I could reverse the logic and say QNAME/NAME are hostnames, and thus plain JSON 
strings in ASCII (which is by far the most common thing), and then have a 
different field for nonHostQNAME* and nonHostNAME* for when the QNAME/NAME. 
However, there would then need to be a way to indicate that the QNAME/NAME was 
not representable as a hostname. "" is OK, but then we would have to say that 
the root would always have to be represented as ".", which is not true now. To 
avoid that, I went with QNAME/NAME being as 1035 defined them, but I'm willing 
to think about other possibilities. 

> * In general I'm not super enthusiastic about the mixing of binary and
>  formatted data - I tend to think an application will want one or the
>  other. Perhaps it makes more sense to define two formats, one binary
>  and one formatted? Or...

All fields are optional, so a profile could say "don't include these" or 
"always include those". Further, and more importantly, most RDATA are binary. I 
did not want to force implementations to use the presentation format for RDATA.
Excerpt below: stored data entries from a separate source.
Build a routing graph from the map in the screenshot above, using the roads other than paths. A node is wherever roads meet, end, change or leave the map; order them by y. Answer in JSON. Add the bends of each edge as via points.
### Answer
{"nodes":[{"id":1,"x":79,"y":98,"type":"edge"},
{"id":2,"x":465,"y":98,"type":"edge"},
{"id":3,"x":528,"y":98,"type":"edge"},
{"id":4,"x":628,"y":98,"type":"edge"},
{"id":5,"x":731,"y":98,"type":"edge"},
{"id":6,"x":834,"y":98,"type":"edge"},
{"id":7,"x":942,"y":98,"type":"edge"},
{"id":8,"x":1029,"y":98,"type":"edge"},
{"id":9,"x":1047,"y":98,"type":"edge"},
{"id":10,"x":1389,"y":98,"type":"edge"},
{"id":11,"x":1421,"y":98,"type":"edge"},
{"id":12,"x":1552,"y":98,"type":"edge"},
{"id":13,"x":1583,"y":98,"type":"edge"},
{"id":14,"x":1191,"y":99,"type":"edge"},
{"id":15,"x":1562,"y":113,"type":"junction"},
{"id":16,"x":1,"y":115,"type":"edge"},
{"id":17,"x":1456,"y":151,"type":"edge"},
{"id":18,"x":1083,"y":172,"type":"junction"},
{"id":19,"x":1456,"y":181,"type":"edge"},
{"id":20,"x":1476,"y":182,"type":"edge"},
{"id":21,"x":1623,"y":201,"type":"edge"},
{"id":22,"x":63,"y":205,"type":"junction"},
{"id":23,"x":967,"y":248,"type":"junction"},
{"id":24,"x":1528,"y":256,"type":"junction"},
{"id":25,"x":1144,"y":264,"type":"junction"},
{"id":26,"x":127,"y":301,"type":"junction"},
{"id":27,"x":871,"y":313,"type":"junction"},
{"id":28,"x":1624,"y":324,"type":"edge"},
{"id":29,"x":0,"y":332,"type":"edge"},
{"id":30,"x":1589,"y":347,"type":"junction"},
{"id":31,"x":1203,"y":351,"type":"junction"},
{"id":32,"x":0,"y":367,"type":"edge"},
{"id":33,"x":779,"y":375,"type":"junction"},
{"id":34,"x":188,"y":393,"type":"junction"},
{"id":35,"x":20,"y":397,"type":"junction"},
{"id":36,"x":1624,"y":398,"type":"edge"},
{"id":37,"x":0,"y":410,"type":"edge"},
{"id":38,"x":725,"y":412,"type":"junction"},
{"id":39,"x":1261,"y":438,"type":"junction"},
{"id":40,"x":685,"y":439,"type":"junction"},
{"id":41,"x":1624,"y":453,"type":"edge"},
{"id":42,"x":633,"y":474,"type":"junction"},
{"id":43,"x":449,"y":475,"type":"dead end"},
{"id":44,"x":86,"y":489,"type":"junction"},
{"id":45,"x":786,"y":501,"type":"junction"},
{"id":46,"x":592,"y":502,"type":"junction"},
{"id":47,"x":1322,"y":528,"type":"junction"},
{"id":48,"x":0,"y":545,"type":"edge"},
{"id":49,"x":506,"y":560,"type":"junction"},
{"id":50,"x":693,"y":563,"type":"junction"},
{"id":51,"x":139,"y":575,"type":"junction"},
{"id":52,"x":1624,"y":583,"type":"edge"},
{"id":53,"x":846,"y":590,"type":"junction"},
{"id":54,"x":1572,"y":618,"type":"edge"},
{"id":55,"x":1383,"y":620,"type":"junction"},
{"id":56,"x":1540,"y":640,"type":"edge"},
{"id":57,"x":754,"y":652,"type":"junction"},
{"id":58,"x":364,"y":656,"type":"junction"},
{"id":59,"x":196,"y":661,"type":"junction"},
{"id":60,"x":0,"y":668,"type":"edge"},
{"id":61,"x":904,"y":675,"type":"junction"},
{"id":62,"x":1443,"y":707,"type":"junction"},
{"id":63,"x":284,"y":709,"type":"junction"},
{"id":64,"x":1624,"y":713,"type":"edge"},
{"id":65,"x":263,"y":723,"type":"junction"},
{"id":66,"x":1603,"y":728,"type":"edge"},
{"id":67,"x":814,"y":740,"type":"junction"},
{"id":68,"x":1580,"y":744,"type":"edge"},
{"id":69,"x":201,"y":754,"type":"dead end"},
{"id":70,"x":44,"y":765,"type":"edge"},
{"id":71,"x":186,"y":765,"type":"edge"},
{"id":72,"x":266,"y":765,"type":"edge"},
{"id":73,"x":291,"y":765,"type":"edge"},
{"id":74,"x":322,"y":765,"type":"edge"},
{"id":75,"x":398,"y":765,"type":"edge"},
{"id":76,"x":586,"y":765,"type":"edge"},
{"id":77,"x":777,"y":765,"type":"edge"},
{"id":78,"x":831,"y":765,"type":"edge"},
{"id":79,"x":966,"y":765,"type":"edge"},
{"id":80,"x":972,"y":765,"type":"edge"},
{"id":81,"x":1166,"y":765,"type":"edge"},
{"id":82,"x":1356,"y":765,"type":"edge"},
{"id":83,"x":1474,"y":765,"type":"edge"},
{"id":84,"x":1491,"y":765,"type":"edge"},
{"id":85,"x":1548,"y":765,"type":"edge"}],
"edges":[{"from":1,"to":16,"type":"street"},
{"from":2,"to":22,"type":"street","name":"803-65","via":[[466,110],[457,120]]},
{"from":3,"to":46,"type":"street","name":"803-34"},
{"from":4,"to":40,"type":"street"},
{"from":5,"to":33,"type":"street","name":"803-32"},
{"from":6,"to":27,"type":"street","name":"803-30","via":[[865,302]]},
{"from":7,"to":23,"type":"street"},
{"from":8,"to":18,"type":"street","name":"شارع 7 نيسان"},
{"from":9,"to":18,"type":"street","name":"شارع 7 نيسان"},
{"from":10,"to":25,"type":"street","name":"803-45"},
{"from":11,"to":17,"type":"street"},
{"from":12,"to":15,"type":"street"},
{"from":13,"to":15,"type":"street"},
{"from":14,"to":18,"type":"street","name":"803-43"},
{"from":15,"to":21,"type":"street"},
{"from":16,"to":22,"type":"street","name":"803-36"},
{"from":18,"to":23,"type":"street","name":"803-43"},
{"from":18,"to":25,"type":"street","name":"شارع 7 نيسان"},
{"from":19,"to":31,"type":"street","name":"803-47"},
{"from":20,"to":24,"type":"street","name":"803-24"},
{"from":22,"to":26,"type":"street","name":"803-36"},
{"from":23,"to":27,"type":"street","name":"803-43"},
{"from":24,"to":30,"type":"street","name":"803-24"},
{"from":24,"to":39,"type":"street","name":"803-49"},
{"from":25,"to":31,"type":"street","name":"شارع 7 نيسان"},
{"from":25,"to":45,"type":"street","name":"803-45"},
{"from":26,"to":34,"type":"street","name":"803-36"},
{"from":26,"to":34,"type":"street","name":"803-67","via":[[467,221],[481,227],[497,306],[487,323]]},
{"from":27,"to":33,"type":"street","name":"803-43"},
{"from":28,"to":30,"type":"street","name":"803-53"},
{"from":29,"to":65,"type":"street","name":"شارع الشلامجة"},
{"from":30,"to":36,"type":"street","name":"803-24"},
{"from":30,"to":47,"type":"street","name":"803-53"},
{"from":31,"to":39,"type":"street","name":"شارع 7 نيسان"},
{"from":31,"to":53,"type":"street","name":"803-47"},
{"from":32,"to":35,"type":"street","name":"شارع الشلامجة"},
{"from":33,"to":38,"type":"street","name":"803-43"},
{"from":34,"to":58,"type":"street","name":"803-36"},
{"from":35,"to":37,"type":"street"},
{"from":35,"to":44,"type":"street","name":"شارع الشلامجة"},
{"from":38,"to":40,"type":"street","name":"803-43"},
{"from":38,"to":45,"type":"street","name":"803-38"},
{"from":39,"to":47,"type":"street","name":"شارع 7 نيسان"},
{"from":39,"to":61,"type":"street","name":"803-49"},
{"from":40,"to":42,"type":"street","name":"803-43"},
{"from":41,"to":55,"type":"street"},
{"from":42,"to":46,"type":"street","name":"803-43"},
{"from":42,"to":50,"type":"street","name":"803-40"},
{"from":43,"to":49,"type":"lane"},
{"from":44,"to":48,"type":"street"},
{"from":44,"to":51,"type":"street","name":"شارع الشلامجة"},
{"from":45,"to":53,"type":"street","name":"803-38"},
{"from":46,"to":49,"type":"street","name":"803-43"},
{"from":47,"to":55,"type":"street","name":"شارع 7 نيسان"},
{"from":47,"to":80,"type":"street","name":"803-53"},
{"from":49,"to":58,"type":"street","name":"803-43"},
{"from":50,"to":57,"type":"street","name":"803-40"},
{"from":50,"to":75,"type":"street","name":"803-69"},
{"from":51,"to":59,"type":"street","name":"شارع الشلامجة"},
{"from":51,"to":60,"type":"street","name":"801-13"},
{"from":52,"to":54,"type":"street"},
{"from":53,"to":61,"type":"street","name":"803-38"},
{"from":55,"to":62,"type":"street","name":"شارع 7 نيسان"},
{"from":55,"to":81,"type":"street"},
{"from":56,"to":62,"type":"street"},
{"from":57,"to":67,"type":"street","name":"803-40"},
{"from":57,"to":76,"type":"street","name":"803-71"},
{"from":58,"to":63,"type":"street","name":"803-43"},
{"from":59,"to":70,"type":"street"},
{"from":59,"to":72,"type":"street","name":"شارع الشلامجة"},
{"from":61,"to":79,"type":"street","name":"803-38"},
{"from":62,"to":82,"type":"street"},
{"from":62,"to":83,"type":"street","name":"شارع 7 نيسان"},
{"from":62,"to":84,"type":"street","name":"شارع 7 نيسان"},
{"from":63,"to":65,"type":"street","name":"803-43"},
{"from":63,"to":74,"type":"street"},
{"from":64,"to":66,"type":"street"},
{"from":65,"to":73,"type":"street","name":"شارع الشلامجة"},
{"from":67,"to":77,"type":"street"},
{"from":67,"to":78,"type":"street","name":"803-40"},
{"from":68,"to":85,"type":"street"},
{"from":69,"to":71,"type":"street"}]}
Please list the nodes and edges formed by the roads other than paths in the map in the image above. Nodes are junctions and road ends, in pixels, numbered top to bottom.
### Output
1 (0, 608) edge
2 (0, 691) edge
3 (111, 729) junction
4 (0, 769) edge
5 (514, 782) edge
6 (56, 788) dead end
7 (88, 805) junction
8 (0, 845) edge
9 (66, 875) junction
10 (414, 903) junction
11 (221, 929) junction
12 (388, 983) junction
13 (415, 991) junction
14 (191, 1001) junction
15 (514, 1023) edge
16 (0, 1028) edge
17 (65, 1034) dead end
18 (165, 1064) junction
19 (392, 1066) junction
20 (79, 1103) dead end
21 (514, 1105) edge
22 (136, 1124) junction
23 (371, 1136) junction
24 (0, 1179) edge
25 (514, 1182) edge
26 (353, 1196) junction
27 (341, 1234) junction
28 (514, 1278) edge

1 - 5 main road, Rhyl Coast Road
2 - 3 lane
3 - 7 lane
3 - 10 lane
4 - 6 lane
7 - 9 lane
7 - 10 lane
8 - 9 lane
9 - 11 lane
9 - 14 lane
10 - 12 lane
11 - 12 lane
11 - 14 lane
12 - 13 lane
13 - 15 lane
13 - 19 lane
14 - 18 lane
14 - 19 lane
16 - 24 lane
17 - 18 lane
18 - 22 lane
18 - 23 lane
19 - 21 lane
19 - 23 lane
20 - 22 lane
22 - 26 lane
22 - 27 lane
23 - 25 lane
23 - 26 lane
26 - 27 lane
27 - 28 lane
> * Maybe it makes sense to define a meta-record so consumers can know
>  what to expect? Something that lists which names will (or may) appear.

That would be a JSON schema. Just using that phrase will cause screaming in the 
Apps Area. Having said that, it's perfectly reasonable for a profile to insist 
that each record have a profile indicator such as "Profile": "Private DNS 
interchange v3.1".

> I'd be mildly curious to see a comparison of the compressed sizes of
> JSON-formatted data (without data duplicated as binary stuff) versus
> non-JSON-formatted data. My intuition is that compression will remove
> most of the horrible redundancy that is involved in JSON, but there's
> only one way to be sure. ;)

Sure. It's pretty trivial to do, for example, a CBOR format that follows this; 
there are now CBOR libraries for most popular modern languages (see 
http://cbor.io/). If folks here want that, I can add it as an appendix. To be 
clear, however, I haven't heard anyone saying they want compression so badly 
they are willing to lose readability of the data.